Her husband had been a commandant at Buchenwald. Both were arrested in 1943 by German authorities. He was charged with embezzlement, tried and convicted, and executed by the authorities.
Ilse survived the war and was tried before a U.S. military court in 1948. Some lampshades and similar articles were “discovered” (maybe planted) in the Buchenwald commandant’s home when the camp was captured at the end of hostilities. Ilse received a life sentence for her alleged complicity. Later, the American military High Commissioner, General Lucius Clay, reviewed her case and decided that she could have had no part in the “human skin business,” because, for one thing, she had not lived at Buchenwald since 1943. Clay then commuted her sentence to four years, for other brutalities, and she was released in October of 1949.
This brought strong protests from American Jewry; so much so that the German authorities themselves moved against her.
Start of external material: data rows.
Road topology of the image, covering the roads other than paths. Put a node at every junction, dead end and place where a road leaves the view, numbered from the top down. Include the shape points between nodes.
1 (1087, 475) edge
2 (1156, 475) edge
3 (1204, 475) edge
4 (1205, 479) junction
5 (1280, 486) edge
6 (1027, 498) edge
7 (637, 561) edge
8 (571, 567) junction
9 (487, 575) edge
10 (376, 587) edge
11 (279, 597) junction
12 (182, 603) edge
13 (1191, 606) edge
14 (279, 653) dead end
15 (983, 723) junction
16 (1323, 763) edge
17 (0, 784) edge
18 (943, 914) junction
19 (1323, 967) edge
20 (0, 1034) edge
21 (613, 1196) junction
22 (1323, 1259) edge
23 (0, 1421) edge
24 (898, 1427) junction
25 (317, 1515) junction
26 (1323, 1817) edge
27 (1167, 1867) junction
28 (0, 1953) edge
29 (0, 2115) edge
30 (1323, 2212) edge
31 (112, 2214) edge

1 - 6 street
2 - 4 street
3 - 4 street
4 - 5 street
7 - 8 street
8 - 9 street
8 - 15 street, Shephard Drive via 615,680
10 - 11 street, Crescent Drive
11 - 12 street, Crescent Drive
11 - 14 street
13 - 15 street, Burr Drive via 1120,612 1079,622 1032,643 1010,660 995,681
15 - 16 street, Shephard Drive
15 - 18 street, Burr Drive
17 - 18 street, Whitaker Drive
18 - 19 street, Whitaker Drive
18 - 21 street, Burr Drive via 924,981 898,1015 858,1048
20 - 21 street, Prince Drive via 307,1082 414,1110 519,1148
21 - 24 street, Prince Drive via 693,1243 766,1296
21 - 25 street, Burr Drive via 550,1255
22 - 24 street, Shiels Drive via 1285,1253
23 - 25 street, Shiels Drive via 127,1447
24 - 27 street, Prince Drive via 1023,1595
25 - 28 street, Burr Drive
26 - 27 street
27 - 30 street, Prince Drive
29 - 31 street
She was made to stand trial on the same “lampshade” charges, even though it violated the rule of double jeopardy. Discrepancies were also found in some of the prosecution witnesses’ testimony, but this made no difference, and Ilse received another life sentence. In 1967 she hanged herself in her cell.
The big fuss raised over the “lampshade” business had one main theme. It implied that anyone who would do such a thing is depraved, that the régime it took place under was depraved, and that all the German people themselves were depraved because they allowed such a régime to take over.
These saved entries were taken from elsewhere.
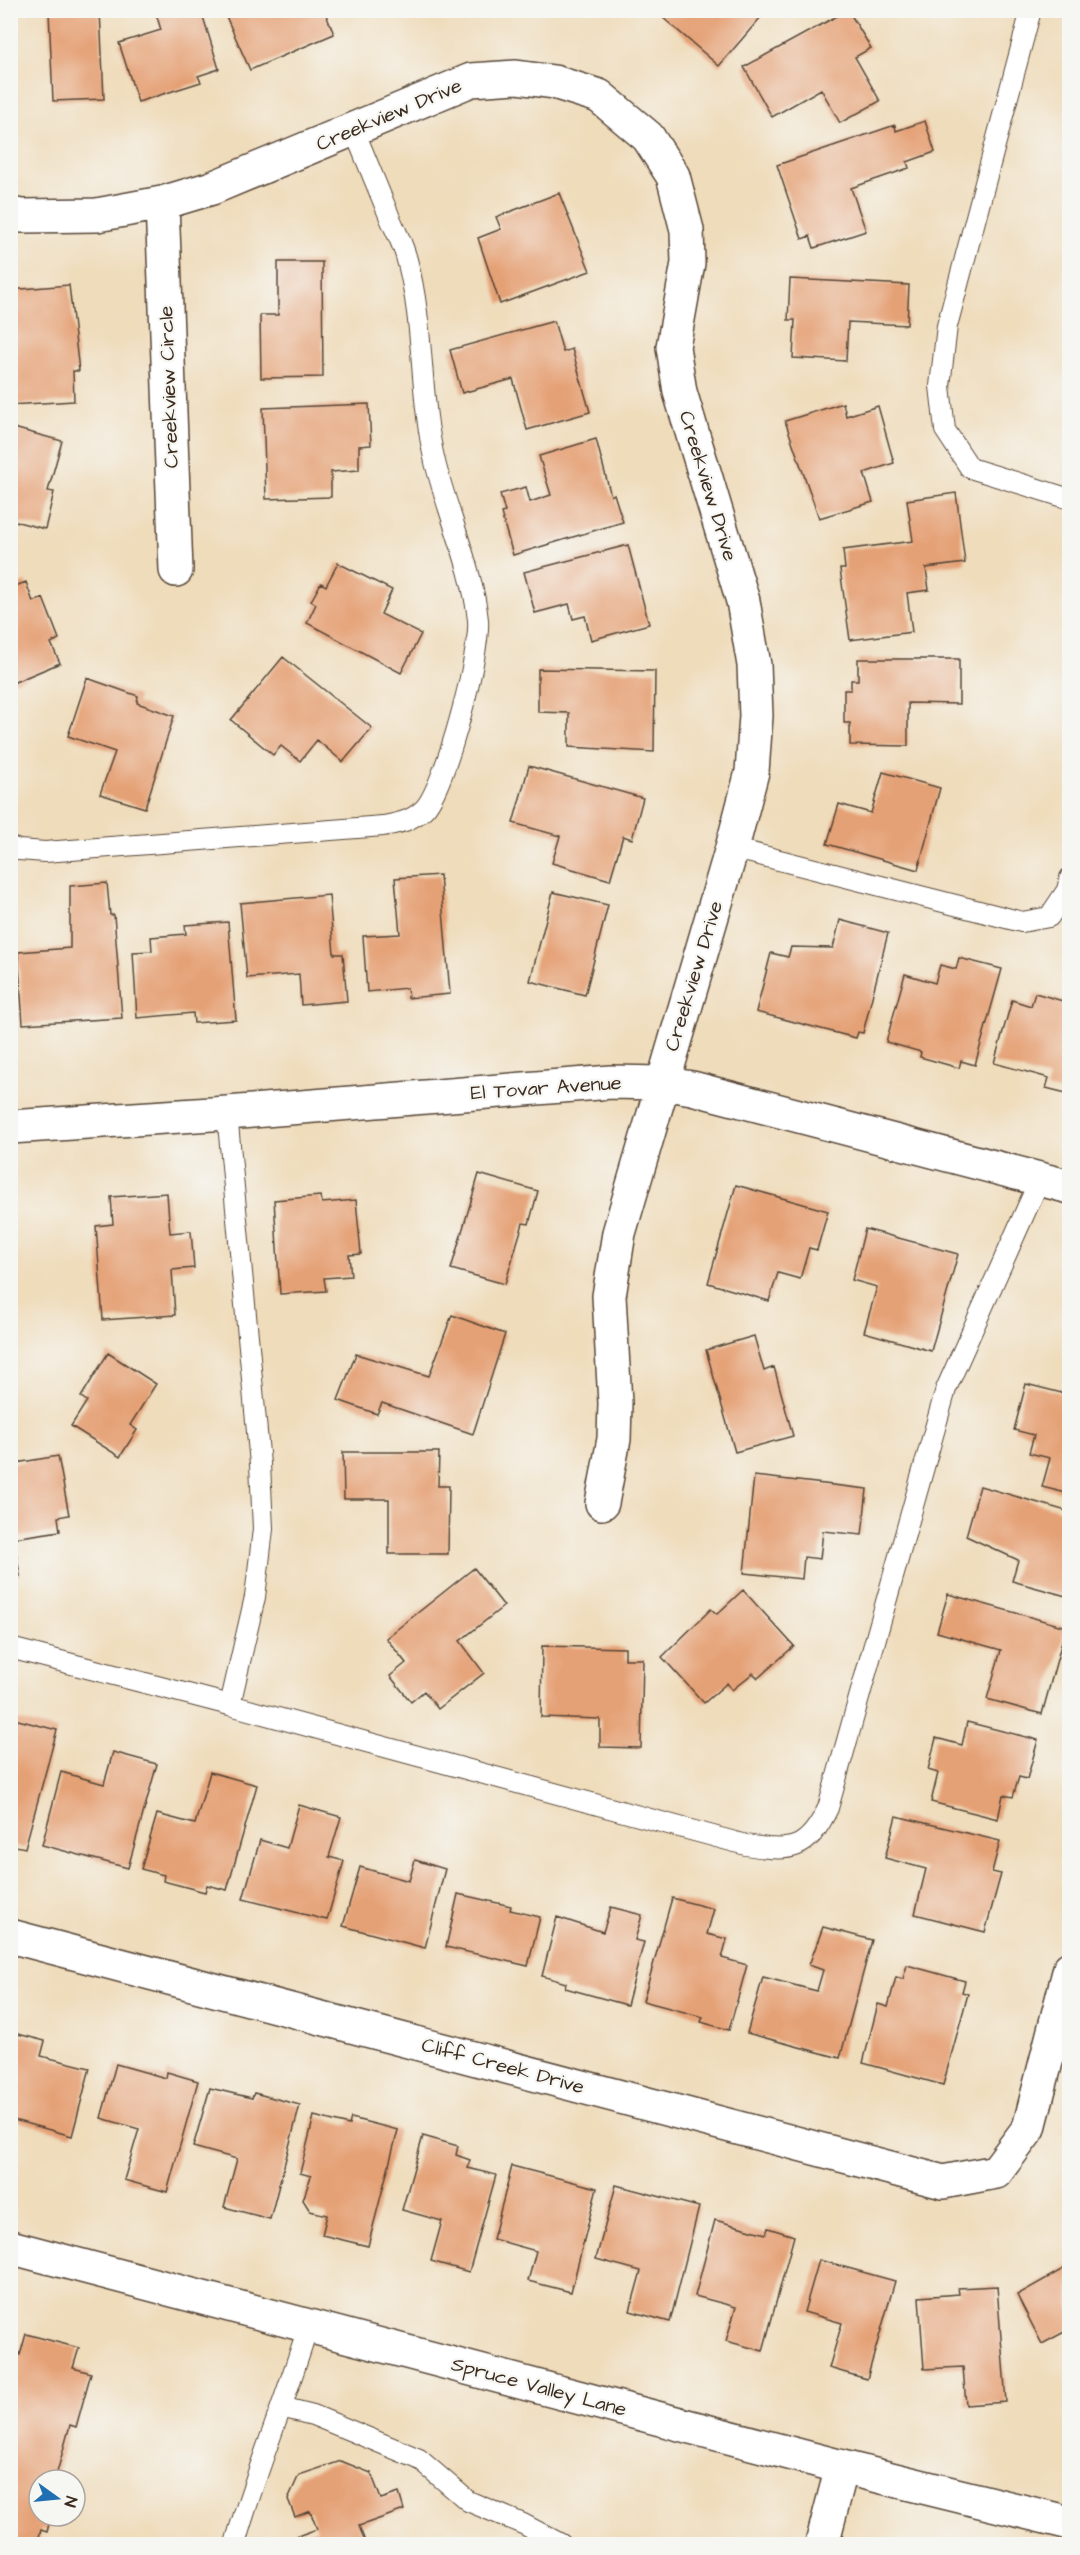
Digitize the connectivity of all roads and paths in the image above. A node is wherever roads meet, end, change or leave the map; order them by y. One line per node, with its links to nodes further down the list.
1 (1031, 10): 5 (lane)
2 (354, 130): 3 (street, Creekview Drive); 7 (lane); 8 (street, Creekview Drive)
3 (162, 203): 4 (street, Creekview Drive); 6 (street, Creekview Circle)
4 (10, 214)
5 (1070, 499)
6 (176, 570)
7 (10, 847)
8 (732, 848): 9 (lane); 10 (street, Creekview Drive)
9 (1070, 878)
10 (661, 1083): 11 (street, El Tovar Avenue); 13 (street, El Tovar Avenue); 14 (street, Creekview Drive)
11 (227, 1113): 12 (street, El Tovar Avenue); 16 (lane)
12 (12, 1134)
13 (1055, 1183): 16 (lane)
14 (602, 1503)
15 (10, 1648): 16 (lane)
16 (230, 1705)
17 (10, 1936): 18 (street, Cliff Creek Drive)
18 (1070, 1968)
19 (10, 2247): 20 (street, Spruce Valley Lane)
20 (308, 2327): 21 (lane); 22 (street, Spruce Valley Lane)
21 (281, 2407): 24 (lane); 25 (lane)
22 (842, 2467): 23 (street, Spruce Valley Lane); 26 (street)
23 (1070, 2523)
24 (235, 2544)
25 (561, 2544)
26 (822, 2544)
Now, making objects out of human skin or bones is not as rare as is commonly supposed. The National Geographic magazine, in its November 1976 issue, pg. 653, relates the tale of Big Nose George Parrot, an outlaw who was arrested and jailed in Rawlins, Wyoming, in Frontier days. A lynch mob broke into the jail, took him out, and hanged him from a telegraph pole. It was a rather bungled job. On the first try, the rope broke. On the second try, he had managed to untie his hands, so that when they jerked the ladder out from under him he was able to grab the people and thus prolong his life briefly – until he slowly slid down to the end of the rope. A local doctor dissected and partially skinned George, using the skin to make himself a pair of shoes, which he proudly wore. Later on, this physician became governor of Wyoming. (The National Geographic obviously decided it was best not to give his name.)
An old dentist I knew, who died a few years ago, said that in dental school they used to do a lot of work on cadavers, much like medical students do. He said that occasionally, after finishing up with the dissection of a particularly fine looking black buck, one of the students would cut off a piece of his skin and make a wallet out of it.
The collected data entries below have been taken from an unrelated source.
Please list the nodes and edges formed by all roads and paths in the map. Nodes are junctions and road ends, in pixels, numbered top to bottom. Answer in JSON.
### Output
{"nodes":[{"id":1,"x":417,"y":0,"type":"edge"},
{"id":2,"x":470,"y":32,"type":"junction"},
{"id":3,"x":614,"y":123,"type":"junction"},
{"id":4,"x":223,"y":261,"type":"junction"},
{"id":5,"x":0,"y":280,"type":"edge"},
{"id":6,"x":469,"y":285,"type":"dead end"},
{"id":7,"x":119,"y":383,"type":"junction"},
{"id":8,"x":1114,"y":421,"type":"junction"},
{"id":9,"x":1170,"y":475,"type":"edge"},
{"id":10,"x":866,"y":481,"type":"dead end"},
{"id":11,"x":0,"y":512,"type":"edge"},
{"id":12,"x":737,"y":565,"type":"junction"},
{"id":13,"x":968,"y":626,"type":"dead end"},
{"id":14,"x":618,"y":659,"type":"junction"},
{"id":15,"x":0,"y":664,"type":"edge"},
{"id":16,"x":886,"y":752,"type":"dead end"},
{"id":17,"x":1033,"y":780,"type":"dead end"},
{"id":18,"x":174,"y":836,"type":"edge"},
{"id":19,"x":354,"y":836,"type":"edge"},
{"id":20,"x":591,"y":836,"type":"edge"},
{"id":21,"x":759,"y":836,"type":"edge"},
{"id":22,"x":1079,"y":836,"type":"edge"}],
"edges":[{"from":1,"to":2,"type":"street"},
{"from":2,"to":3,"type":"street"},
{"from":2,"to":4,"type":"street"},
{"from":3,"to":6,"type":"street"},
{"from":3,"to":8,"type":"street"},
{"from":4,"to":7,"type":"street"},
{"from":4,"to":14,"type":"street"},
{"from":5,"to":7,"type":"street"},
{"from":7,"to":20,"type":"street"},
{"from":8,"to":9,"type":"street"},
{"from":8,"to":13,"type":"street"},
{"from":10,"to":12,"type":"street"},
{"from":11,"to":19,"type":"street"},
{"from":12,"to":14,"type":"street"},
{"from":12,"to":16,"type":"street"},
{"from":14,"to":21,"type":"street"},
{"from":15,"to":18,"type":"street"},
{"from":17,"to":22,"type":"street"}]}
In 1853, the noted Mexican bandit, Joaquin Murieta, was killed in California. His head was cut off, preserved in spirits, and put on display in San Francisco. On 18 August 1853, and for several days following, this notice appeared in the city newspapers: “Joaquin’s Head! is to be seen at King’s, corner of Halleck and Sansome Streets. Admission one dollar.”
And what of the Jews themselves? Have they ever been guilty of using parts of human bodies in ways that are “not nice”?
“Humanity is shocked at the recital of the horrid cruelties which they committed in the cities of Egypt, of Cyprus, and of Cyrene, where they dwelt in treacherous friendship with the unsuspecting natives …. in Cyrene they massacred 220,000 Greeks; in Cyprus 240,000; in Egypt, a very great multitude. Many of these unhappy victims were sawed asunder, according to a precedent to which David had given the sanction of his example. The victorious Jews devoured the flesh, licked the blood, and twisted the entrails like a girdle around their bodies.” (Decline and Fall of the Roman Empire, Chapter XVI.)
While such displays are seldom witnessed, and the making of objects from human skin and bone an uncommon thing in civilized societies, still they have happened often enough in the past so that anyone, if he put enough time and effort into it, could turn up a bushel of related incidents. They are only of passing interest and should not be given undue importance. Usually they aren’t, but the case of Ilse Koch offered a golden opportunity for the Jews to pounce upon and hold up to the world as one more example of “German depravity.” And this, in turn, increases the stream of shekels flowing into the pockets of Jews through misguided sympathy.
The double standard is the most shameful thing about the whole “lampshade” affair. If a German (as was alleged) does something of this nature, it is very bad, but if someone else does something similar, or even worse, it is downplayed. And if the “chozzen pipple” themselves do something bad, far too many people simply overlook it entirely.
But really now, which is the best example of “depravity,” a few Germans (allegedly) making a handful of clean lampshades out of human skin, or a bunch of Jews killing and eating their victims, and then running around with dirty, stinking, bloody, fly-blown human guts wrapped around their bodies?